Reproduce every record exactly.
**** DATASET
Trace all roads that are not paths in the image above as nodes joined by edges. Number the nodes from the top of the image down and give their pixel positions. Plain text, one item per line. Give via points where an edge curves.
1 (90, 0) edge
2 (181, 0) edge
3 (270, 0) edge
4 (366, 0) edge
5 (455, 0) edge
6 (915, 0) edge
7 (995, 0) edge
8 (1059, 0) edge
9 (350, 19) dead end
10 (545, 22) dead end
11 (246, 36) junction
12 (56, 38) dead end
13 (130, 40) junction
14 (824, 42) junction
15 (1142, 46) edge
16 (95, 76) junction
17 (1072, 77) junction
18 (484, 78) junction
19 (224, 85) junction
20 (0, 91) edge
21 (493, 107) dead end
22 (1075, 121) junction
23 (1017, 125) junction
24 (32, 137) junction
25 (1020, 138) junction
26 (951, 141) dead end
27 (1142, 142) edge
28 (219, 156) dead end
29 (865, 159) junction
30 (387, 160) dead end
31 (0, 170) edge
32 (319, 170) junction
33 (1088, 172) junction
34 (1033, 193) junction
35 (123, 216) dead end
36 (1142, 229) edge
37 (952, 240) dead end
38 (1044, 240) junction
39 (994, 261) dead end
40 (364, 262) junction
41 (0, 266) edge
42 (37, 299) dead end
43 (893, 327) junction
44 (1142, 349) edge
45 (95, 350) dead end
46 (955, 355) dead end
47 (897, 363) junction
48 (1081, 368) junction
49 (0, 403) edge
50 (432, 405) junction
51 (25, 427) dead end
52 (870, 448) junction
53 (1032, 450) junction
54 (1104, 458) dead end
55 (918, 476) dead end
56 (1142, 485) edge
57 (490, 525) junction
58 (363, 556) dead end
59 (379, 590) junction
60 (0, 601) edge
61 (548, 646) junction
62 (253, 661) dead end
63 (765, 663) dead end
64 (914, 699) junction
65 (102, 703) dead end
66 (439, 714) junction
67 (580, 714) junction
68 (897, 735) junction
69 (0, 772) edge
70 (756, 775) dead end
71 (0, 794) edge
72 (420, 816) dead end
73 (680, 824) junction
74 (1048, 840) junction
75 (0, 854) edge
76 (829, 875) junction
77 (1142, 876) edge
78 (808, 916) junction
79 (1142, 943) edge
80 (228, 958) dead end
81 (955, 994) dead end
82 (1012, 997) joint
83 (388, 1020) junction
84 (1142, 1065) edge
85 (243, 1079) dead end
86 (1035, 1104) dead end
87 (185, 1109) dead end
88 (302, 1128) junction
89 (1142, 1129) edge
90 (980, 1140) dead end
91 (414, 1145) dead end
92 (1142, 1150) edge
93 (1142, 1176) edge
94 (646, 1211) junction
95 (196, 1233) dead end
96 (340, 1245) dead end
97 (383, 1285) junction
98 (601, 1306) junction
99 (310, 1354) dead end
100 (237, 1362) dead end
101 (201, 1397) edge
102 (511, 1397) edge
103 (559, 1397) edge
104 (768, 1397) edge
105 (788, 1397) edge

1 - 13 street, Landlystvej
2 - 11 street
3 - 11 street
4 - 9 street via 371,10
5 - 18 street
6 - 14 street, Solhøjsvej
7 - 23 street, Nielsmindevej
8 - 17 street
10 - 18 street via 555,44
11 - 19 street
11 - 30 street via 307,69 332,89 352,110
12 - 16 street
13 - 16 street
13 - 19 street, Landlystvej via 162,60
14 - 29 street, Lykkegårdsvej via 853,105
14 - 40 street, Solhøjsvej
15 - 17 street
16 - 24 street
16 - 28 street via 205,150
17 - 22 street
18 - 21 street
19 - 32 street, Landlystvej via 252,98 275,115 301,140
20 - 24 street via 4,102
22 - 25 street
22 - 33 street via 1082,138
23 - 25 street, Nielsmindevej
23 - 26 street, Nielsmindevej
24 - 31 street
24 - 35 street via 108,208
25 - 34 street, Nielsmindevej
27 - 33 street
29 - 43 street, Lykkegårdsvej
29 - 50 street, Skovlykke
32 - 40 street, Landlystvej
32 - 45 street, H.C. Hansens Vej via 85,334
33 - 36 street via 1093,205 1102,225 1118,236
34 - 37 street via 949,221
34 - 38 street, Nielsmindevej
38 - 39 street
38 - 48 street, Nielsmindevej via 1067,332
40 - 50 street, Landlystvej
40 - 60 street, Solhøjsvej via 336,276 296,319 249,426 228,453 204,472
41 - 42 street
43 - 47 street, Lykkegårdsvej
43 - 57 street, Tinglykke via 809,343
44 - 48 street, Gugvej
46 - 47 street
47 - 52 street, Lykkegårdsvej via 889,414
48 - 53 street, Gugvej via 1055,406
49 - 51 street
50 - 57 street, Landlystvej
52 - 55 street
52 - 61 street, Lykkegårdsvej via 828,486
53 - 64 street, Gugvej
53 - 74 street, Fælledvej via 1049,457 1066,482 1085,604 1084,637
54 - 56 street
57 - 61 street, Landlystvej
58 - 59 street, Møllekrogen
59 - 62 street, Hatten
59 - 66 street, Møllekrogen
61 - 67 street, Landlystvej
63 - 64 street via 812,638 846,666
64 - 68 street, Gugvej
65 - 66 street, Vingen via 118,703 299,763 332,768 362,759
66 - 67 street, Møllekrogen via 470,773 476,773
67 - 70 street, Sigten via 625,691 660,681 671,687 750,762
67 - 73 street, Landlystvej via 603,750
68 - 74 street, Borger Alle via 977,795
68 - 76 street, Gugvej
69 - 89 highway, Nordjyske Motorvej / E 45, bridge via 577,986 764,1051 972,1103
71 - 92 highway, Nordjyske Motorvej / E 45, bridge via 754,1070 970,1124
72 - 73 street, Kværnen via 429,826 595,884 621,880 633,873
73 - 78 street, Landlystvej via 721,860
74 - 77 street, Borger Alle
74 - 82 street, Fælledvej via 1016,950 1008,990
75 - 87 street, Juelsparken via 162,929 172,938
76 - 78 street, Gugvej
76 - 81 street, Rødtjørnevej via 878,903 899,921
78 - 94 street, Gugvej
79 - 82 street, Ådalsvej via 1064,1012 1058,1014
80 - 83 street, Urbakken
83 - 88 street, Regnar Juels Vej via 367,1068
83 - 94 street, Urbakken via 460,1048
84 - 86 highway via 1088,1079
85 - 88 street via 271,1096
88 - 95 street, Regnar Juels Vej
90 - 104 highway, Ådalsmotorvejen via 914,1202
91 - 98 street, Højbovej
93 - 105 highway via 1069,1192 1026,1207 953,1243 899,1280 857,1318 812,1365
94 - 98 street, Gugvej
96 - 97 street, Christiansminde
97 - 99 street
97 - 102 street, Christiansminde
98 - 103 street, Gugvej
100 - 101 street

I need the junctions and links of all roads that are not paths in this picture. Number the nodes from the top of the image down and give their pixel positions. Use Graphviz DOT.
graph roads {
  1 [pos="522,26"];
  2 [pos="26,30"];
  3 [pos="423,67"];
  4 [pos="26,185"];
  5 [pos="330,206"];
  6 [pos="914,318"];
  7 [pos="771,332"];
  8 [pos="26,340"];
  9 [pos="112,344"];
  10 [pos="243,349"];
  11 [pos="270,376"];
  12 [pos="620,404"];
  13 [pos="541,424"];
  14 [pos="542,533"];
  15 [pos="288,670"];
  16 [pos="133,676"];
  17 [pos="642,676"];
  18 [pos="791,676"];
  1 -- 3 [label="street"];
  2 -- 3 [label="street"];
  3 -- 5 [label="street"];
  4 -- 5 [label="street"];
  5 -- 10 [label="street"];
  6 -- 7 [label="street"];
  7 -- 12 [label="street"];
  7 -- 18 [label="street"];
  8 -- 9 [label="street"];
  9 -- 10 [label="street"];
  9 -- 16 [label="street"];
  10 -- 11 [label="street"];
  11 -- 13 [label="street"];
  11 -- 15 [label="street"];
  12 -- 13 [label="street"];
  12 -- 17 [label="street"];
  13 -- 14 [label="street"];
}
********
• ANSWER BOX:
Trace all roads that are not paths in the image above as nodes joined by edges. Number the nodes from the top of the image down and give their pixel positions. Plain text, one item per line. Give via points where an edge curves.
1 (90, 0) edge
2 (181, 0) edge
3 (270, 0) edge
4 (366, 0) edge
5 (455, 0) edge
6 (915, 0) edge
7 (995, 0) edge
8 (1059, 0) edge
9 (350, 19) dead end
10 (545, 22) dead end
11 (246, 36) junction
12 (56, 38) dead end
13 (130, 40) junction
14 (824, 42) junction
15 (1142, 46) edge
16 (95, 76) junction
17 (1072, 77) junction
18 (484, 78) junction
19 (224, 85) junction
20 (0, 91) edge
21 (493, 107) dead end
22 (1075, 121) junction
23 (1017, 125) junction
24 (32, 137) junction
25 (1020, 138) junction
26 (951, 141) dead end
27 (1142, 142) edge
28 (219, 156) dead end
29 (865, 159) junction
30 (387, 160) dead end
31 (0, 170) edge
32 (319, 170) junction
33 (1088, 172) junction
34 (1033, 193) junction
35 (123, 216) dead end
36 (1142, 229) edge
37 (952, 240) dead end
38 (1044, 240) junction
39 (994, 261) dead end
40 (364, 262) junction
41 (0, 266) edge
42 (37, 299) dead end
43 (893, 327) junction
44 (1142, 349) edge
45 (95, 350) dead end
46 (955, 355) dead end
47 (897, 363) junction
48 (1081, 368) junction
49 (0, 403) edge
50 (432, 405) junction
51 (25, 427) dead end
52 (870, 448) junction
53 (1032, 450) junction
54 (1104, 458) dead end
55 (918, 476) dead end
56 (1142, 485) edge
57 (490, 525) junction
58 (363, 556) dead end
59 (379, 590) junction
60 (0, 601) edge
61 (548, 646) junction
62 (253, 661) dead end
63 (765, 663) dead end
64 (914, 699) junction
65 (102, 703) dead end
66 (439, 714) junction
67 (580, 714) junction
68 (897, 735) junction
69 (0, 772) edge
70 (756, 775) dead end
71 (0, 794) edge
72 (420, 816) dead end
73 (680, 824) junction
74 (1048, 840) junction
75 (0, 854) edge
76 (829, 875) junction
77 (1142, 876) edge
78 (808, 916) junction
79 (1142, 943) edge
80 (228, 958) dead end
81 (955, 994) dead end
82 (1012, 997) joint
83 (388, 1020) junction
84 (1142, 1065) edge
85 (243, 1079) dead end
86 (1035, 1104) dead end
87 (185, 1109) dead end
88 (302, 1128) junction
89 (1142, 1129) edge
90 (980, 1140) dead end
91 (414, 1145) dead end
92 (1142, 1150) edge
93 (1142, 1176) edge
94 (646, 1211) junction
95 (196, 1233) dead end
96 (340, 1245) dead end
97 (383, 1285) junction
98 (601, 1306) junction
99 (310, 1354) dead end
100 (237, 1362) dead end
101 (201, 1397) edge
102 (511, 1397) edge
103 (559, 1397) edge
104 (768, 1397) edge
105 (788, 1397) edge

1 - 13 street, Landlystvej
2 - 11 street
3 - 11 street
4 - 9 street via 371,10
5 - 18 street
6 - 14 street, Solhøjsvej
7 - 23 street, Nielsmindevej
8 - 17 street
10 - 18 street via 555,44
11 - 19 street
11 - 30 street via 307,69 332,89 352,110
12 - 16 street
13 - 16 street
13 - 19 street, Landlystvej via 162,60
14 - 29 street, Lykkegårdsvej via 853,105
14 - 40 street, Solhøjsvej
15 - 17 street
16 - 24 street
16 - 28 street via 205,150
17 - 22 street
18 - 21 street
19 - 32 street, Landlystvej via 252,98 275,115 301,140
20 - 24 street via 4,102
22 - 25 street
22 - 33 street via 1082,138
23 - 25 street, Nielsmindevej
23 - 26 street, Nielsmindevej
24 - 31 street
24 - 35 street via 108,208
25 - 34 street, Nielsmindevej
27 - 33 street
29 - 43 street, Lykkegårdsvej
29 - 50 street, Skovlykke
32 - 40 street, Landlystvej
32 - 45 street, H.C. Hansens Vej via 85,334
33 - 36 street via 1093,205 1102,225 1118,236
34 - 37 street via 949,221
34 - 38 street, Nielsmindevej
38 - 39 street
38 - 48 street, Nielsmindevej via 1067,332
40 - 50 street, Landlystvej
40 - 60 street, Solhøjsvej via 336,276 296,319 249,426 228,453 204,472
41 - 42 street
43 - 47 street, Lykkegårdsvej
43 - 57 street, Tinglykke via 809,343
44 - 48 street, Gugvej
46 - 47 street
47 - 52 street, Lykkegårdsvej via 889,414
48 - 53 street, Gugvej via 1055,406
49 - 51 street
50 - 57 street, Landlystvej
52 - 55 street
52 - 61 street, Lykkegårdsvej via 828,486
53 - 64 street, Gugvej
53 - 74 street, Fælledvej via 1049,457 1066,482 1085,604 1084,637
54 - 56 street
57 - 61 street, Landlystvej
58 - 59 street, Møllekrogen
59 - 62 street, Hatten
59 - 66 street, Møllekrogen
61 - 67 street, Landlystvej
63 - 64 street via 812,638 846,666
64 - 68 street, Gugvej
65 - 66 street, Vingen via 118,703 299,763 332,768 362,759
66 - 67 street, Møllekrogen via 470,773 476,773
67 - 70 street, Sigten via 625,691 660,681 671,687 750,762
67 - 73 street, Landlystvej via 603,750
68 - 74 street, Borger Alle via 977,795
68 - 76 street, Gugvej
69 - 89 highway, Nordjyske Motorvej / E 45, bridge via 577,986 764,1051 972,1103
71 - 92 highway, Nordjyske Motorvej / E 45, bridge via 754,1070 970,1124
72 - 73 street, Kværnen via 429,826 595,884 621,880 633,873
73 - 78 street, Landlystvej via 721,860
74 - 77 street, Borger Alle
74 - 82 street, Fælledvej via 1016,950 1008,990
75 - 87 street, Juelsparken via 162,929 172,938
76 - 78 street, Gugvej
76 - 81 street, Rødtjørnevej via 878,903 899,921
78 - 94 street, Gugvej
79 - 82 street, Ådalsvej via 1064,1012 1058,1014
80 - 83 street, Urbakken
83 - 88 street, Regnar Juels Vej via 367,1068
83 - 94 street, Urbakken via 460,1048
84 - 86 highway via 1088,1079
85 - 88 street via 271,1096
88 - 95 street, Regnar Juels Vej
90 - 104 highway, Ådalsmotorvejen via 914,1202
91 - 98 street, Højbovej
93 - 105 highway via 1069,1192 1026,1207 953,1243 899,1280 857,1318 812,1365
94 - 98 street, Gugvej
96 - 97 street, Christiansminde
97 - 99 street
97 - 102 street, Christiansminde
98 - 103 street, Gugvej
100 - 101 street

I need the junctions and links of all roads that are not paths in this picture. Number the nodes from the top of the image down and give their pixel positions. Use Graphviz DOT.
graph roads {
  1 [pos="522,26"];
  2 [pos="26,30"];
  3 [pos="423,67"];
  4 [pos="26,185"];
  5 [pos="330,206"];
  6 [pos="914,318"];
  7 [pos="771,332"];
  8 [pos="26,340"];
  9 [pos="112,344"];
  10 [pos="243,349"];
  11 [pos="270,376"];
  12 [pos="620,404"];
  13 [pos="541,424"];
  14 [pos="542,533"];
  15 [pos="288,670"];
  16 [pos="133,676"];
  17 [pos="642,676"];
  18 [pos="791,676"];
  1 -- 3 [label="street"];
  2 -- 3 [label="street"];
  3 -- 5 [label="street"];
  4 -- 5 [label="street"];
  5 -- 10 [label="street"];
  6 -- 7 [label="street"];
  7 -- 12 [label="street"];
  7 -- 18 [label="street"];
  8 -- 9 [label="street"];
  9 -- 10 [label="street"];
  9 -- 16 [label="street"];
  10 -- 11 [label="street"];
  11 -- 13 [label="street"];
  11 -- 15 [label="street"];
  12 -- 13 [label="street"];
  12 -- 17 [label="street"];
  13 -- 14 [label="street"];
}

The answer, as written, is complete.